***** Records supplied *****

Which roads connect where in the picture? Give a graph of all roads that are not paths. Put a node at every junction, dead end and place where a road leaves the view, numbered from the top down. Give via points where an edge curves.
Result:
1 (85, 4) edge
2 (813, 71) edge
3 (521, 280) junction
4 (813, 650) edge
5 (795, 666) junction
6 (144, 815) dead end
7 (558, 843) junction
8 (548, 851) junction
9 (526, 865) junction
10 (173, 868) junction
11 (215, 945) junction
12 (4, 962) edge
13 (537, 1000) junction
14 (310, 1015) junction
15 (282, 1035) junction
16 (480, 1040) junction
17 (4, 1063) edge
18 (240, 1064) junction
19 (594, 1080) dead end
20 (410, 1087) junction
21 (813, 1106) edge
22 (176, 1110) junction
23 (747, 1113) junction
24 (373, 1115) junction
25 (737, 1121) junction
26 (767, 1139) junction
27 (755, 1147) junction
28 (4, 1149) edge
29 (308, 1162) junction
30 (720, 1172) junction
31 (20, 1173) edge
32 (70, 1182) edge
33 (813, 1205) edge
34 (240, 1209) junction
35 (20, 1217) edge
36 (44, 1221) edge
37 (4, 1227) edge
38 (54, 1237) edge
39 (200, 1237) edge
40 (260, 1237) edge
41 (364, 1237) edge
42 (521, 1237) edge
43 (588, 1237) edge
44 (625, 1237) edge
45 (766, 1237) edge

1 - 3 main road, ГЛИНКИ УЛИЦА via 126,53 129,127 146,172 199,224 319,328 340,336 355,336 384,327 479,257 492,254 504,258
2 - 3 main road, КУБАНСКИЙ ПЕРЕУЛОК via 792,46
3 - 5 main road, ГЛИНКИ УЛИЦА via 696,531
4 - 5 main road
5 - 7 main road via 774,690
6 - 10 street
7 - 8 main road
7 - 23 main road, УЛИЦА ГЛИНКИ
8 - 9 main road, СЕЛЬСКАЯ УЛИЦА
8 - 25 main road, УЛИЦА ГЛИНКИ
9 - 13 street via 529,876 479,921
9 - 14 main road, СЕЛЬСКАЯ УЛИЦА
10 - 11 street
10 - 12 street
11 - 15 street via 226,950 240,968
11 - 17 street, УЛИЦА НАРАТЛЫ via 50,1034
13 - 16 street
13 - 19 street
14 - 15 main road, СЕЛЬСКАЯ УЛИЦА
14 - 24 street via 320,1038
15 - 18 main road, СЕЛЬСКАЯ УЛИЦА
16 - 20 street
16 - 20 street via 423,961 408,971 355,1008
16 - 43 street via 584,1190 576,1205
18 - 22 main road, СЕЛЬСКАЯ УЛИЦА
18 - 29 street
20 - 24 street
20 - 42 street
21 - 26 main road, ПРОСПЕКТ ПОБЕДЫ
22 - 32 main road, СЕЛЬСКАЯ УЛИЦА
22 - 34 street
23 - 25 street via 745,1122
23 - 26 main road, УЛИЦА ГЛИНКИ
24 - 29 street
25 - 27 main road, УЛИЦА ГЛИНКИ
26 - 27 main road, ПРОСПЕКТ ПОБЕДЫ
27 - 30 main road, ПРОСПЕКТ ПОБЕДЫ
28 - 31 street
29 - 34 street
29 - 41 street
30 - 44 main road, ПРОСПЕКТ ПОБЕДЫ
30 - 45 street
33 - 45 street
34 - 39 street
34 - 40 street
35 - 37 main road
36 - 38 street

*****

Goal of the exercise: Once you have located every line with the word "СЕЛЬСКАЯ" in the material above, list those lines.

Completed task:
8 - 9 main road, СЕЛЬСКАЯ УЛИЦА
9 - 14 main road, СЕЛЬСКАЯ УЛИЦА
14 - 15 main road, СЕЛЬСКАЯ УЛИЦА
15 - 18 main road, СЕЛЬСКАЯ УЛИЦА
18 - 22 main road, СЕЛЬСКАЯ УЛИЦА
22 - 32 main road, СЕЛЬСКАЯ УЛИЦА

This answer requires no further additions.